--- Input data Enclosed Below ---

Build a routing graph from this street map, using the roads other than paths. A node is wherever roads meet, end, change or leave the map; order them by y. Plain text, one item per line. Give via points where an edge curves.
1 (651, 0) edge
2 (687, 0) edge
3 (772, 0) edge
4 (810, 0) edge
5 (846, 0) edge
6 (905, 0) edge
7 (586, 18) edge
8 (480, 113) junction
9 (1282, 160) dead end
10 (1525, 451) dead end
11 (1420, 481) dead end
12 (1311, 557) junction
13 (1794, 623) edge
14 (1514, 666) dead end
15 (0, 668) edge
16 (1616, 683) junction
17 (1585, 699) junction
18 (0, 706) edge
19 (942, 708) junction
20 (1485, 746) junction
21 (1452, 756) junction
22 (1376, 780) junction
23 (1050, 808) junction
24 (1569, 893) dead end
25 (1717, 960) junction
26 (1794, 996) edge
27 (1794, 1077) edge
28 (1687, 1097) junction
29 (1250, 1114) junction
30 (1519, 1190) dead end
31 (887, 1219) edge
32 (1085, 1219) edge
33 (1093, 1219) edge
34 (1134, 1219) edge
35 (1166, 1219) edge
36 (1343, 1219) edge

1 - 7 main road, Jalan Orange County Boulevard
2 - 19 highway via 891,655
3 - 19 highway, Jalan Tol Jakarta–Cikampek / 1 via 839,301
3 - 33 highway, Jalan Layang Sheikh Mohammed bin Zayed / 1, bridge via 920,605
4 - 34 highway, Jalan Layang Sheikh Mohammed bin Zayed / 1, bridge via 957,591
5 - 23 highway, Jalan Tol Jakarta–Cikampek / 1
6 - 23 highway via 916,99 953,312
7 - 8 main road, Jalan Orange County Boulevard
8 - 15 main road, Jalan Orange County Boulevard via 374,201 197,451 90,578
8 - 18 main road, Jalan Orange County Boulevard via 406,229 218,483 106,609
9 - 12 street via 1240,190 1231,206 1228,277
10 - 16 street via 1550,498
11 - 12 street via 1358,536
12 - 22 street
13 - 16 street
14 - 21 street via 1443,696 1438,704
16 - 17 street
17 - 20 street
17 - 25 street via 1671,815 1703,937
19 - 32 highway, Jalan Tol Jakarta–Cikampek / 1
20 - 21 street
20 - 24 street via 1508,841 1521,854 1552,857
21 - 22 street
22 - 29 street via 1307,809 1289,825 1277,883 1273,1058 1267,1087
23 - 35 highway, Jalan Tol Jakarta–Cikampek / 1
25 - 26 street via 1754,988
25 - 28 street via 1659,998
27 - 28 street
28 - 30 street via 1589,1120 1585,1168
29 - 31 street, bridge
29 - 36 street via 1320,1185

--- End of Enclosed Input data ---

What is being asked — Give the number of lines containing "junction" in the entries, and no other text.

Written reply — 12